The effect of the shifting makeup of primary care providers will be buffered by a new generation of providers coming from medical schools and nursing schools, where working in interprofessional teams is, and will be, the norm, Simmons said.

"What we may be worrying about may simply be solved as retiring physicians are replaced with younger physicians," she said.

Training Needed for "New Reality"

"Physicians, NPs, and PAs will all need to be trained and prepared for this new reality," the authors write.

Fewer years of clinical training has been a major argument against proposals to expand the scope of NPs in states where that is being debated. Some physician groups also cite the relatively fewer years of training NPs and PAs have, in arguing against broader roles for them.

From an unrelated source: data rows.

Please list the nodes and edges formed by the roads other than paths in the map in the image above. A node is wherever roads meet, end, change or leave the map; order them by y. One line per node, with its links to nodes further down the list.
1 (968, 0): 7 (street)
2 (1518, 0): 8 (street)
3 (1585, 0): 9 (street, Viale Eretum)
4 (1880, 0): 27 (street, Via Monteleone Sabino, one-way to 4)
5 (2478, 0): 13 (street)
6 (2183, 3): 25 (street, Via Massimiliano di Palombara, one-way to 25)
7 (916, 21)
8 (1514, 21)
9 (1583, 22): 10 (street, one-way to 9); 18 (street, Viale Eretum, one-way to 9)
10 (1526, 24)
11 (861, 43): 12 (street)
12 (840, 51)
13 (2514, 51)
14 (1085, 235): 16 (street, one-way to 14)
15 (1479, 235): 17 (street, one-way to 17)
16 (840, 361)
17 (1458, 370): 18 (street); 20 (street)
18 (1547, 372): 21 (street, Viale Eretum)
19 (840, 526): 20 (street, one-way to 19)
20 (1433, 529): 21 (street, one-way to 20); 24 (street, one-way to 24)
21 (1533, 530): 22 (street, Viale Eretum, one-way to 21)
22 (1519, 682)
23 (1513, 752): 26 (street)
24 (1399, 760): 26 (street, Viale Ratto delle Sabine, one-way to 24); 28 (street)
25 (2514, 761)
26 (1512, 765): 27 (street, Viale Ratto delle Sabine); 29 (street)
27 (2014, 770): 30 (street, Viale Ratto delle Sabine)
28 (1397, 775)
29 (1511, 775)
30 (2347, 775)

One sign of progress in training can be found in a separate article also published in this week's issue of the New England Journal of Medicine by Linda H. Aiken, PhD, RN, from the Center for Health Outcomes and Policy Research at the University of Pennsylvania School of Nursing in Philadelphia, and colleagues. Aiken and colleagues detail the success of the Centers for Medicare & Medicaid project to modernize Medicare's payment model for nurse training.

Traditionally, the Centers for Medicare & Medicaid had spent very little on training nurse practitioners, the authors write, until the Graduate Nurse Education Demonstration, a $200 million, five-site project authorized under the Affordable Care Act.

It has shown that payments to Medicare providers enabled more of them to engage in clinical training of Advanced Practice Registered Nurses.

The authors conclude the Graduate Nurse Education model "has the potential to improve access to primary care nationwide."

Disclosure forms available at Auerbach and coauthors report receiving grants from Johnson & Johnson and the Gordon & Betty Moore Foundation outside the submitted work. One coauthor also reports receiving personal fees and other funding from ArborMetrix, Inc. Another coauthor reports receiving grants from the American Association of Nurse Practitioners, the Robert Wood Johnson Foundation, the Initiative for Applied Regulatory Economic Analysis, and personal fees and nonfinancial support from the American Association for Physician Leadership, as well as chairing the National Health Care Workforce Commission (Commission) to advise Congress and the Administration on national health policy. Simmons and Mehrotra have disclosed no relevant financial relationships.

N Engl J Med. 2018;378:2358-2363. Published online June 20, 2018.